Problem statement => Without any pictures, restate the full set of records below exactly.
+++
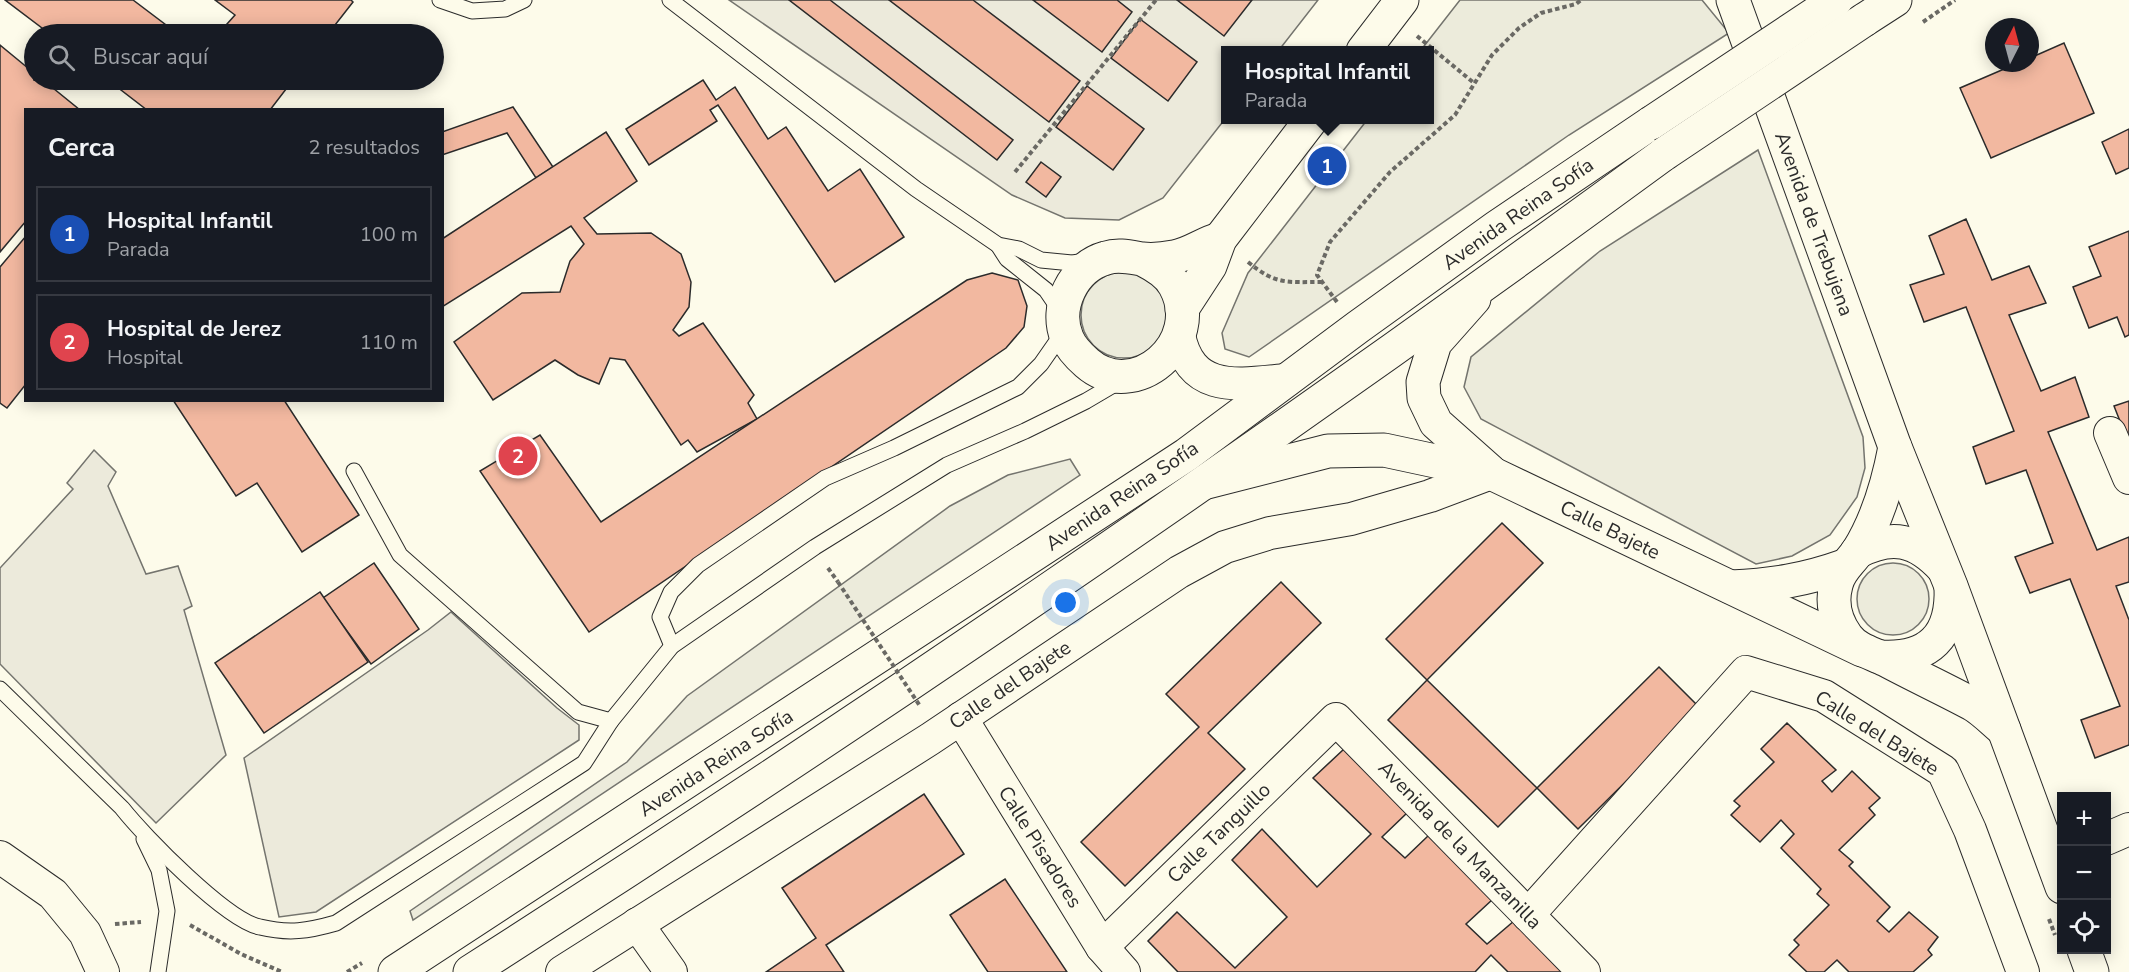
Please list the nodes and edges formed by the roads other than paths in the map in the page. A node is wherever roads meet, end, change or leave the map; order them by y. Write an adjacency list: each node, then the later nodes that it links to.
1 (440, 0): 2 (lane)
2 (524, 0)
3 (670, 0): 11 (lane)
4 (1836, 0): 18 (main road, Avenida Reina Sofía, bridge)
5 (1895, 0): 14 (main road, Avenida Reina Sofía, bridge)
6 (1735, 3): 20 (main road, Avenida de Trebujena)
7 (1396, 7): 8 (main road)
8 (1367, 46)
9 (1308, 124): 10 (main road)
10 (1220, 239): 13 (main road); 16 (main road)
11 (998, 245): 12 (lane); 15 (lane)
12 (1106, 258): 13 (main road); 15 (main road)
13 (1144, 260): 16 (main road)
14 (1488, 282): 22 (main road); 24 (main road, Avenida Reina Sofía)
15 (1064, 322): 17 (main road); 28 (lane)
16 (1181, 322): 17 (main road); 18 (street)
17 (1131, 375): 28 (lane)
18 (1287, 380): 46 (main road, Avenida Reina Sofía)
19 (2110, 433): 23 (street)
20 (1895, 447): 25 (main road); 26 (main road, Avenida de Trebujena)
21 (354, 471): 33 (lane)
22 (1491, 472): 24 (main road); 27 (main road, Calle Bajete); 31 (street, Calle del Bajete)
23 (2129, 478)
24 (1206, 483): 47 (main road, Avenida Reina Sofía)
25 (1850, 559): 26 (main road, Avenida de Trebujena); 27 (main road, Calle Bajete); 29 (main road)
26 (1947, 577): 29 (main road, Avenida de Trebujena); 34 (main road, Avenida de Trebujena)
27 (1729, 587): 29 (main road, Calle Bajete)
28 (672, 646): 33 (lane)
29 (1871, 654): 34 (main road)
30 (0, 689): 35 (lane)
31 (961, 718): 41 (street, Calle del Bajete); 42 (street, Calle Pisadores)
32 (1336, 719): 40 (street, Avenida de la Manzanilla); 42 (street, Calle Tanguillo)
33 (611, 721): 35 (lane)
34 (2004, 730): 39 (main road, Avenida de Trebujena)
35 (138, 828): 45 (lane)
36 (2129, 829): 37 (street)
37 (2111, 837)
38 (0, 857): 44 (street)
39 (2057, 866)
40 (1528, 915): 51 (street, Avenida de la Manzanilla); 52 (street, Calle del Bajete)
41 (637, 924): 48 (street, Calle del Bajete); 49 (street)
42 (1102, 947): 50 (street, Calle Pisadores)
43 (2085, 954): 53 (main road)
44 (103, 972)
45 (158, 972)
46 (395, 972)
47 (470, 972)
48 (562, 972)
49 (671, 972)
50 (1124, 972)
51 (1584, 972)
52 (2023, 972)
53 (2092, 972)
+++
Answer to this exercise =>
Please list the nodes and edges formed by the roads other than paths in the map in the page. A node is wherever roads meet, end, change or leave the map; order them by y. Write an adjacency list: each node, then the later nodes that it links to.
1 (440, 0): 2 (lane)
2 (524, 0)
3 (670, 0): 11 (lane)
4 (1836, 0): 18 (main road, Avenida Reina Sofía, bridge)
5 (1895, 0): 14 (main road, Avenida Reina Sofía, bridge)
6 (1735, 3): 20 (main road, Avenida de Trebujena)
7 (1396, 7): 8 (main road)
8 (1367, 46)
9 (1308, 124): 10 (main road)
10 (1220, 239): 13 (main road); 16 (main road)
11 (998, 245): 12 (lane); 15 (lane)
12 (1106, 258): 13 (main road); 15 (main road)
13 (1144, 260): 16 (main road)
14 (1488, 282): 22 (main road); 24 (main road, Avenida Reina Sofía)
15 (1064, 322): 17 (main road); 28 (lane)
16 (1181, 322): 17 (main road); 18 (street)
17 (1131, 375): 28 (lane)
18 (1287, 380): 46 (main road, Avenida Reina Sofía)
19 (2110, 433): 23 (street)
20 (1895, 447): 25 (main road); 26 (main road, Avenida de Trebujena)
21 (354, 471): 33 (lane)
22 (1491, 472): 24 (main road); 27 (main road, Calle Bajete); 31 (street, Calle del Bajete)
23 (2129, 478)
24 (1206, 483): 47 (main road, Avenida Reina Sofía)
25 (1850, 559): 26 (main road, Avenida de Trebujena); 27 (main road, Calle Bajete); 29 (main road)
26 (1947, 577): 29 (main road, Avenida de Trebujena); 34 (main road, Avenida de Trebujena)
27 (1729, 587): 29 (main road, Calle Bajete)
28 (672, 646): 33 (lane)
29 (1871, 654): 34 (main road)
30 (0, 689): 35 (lane)
31 (961, 718): 41 (street, Calle del Bajete); 42 (street, Calle Pisadores)
32 (1336, 719): 40 (street, Avenida de la Manzanilla); 42 (street, Calle Tanguillo)
33 (611, 721): 35 (lane)
34 (2004, 730): 39 (main road, Avenida de Trebujena)
35 (138, 828): 45 (lane)
36 (2129, 829): 37 (street)
37 (2111, 837)
38 (0, 857): 44 (street)
39 (2057, 866)
40 (1528, 915): 51 (street, Avenida de la Manzanilla); 52 (street, Calle del Bajete)
41 (637, 924): 48 (street, Calle del Bajete); 49 (street)
42 (1102, 947): 50 (street, Calle Pisadores)
43 (2085, 954): 53 (main road)
44 (103, 972)
45 (158, 972)
46 (395, 972)
47 (470, 972)
48 (562, 972)
49 (671, 972)
50 (1124, 972)
51 (1584, 972)
52 (2023, 972)
53 (2092, 972)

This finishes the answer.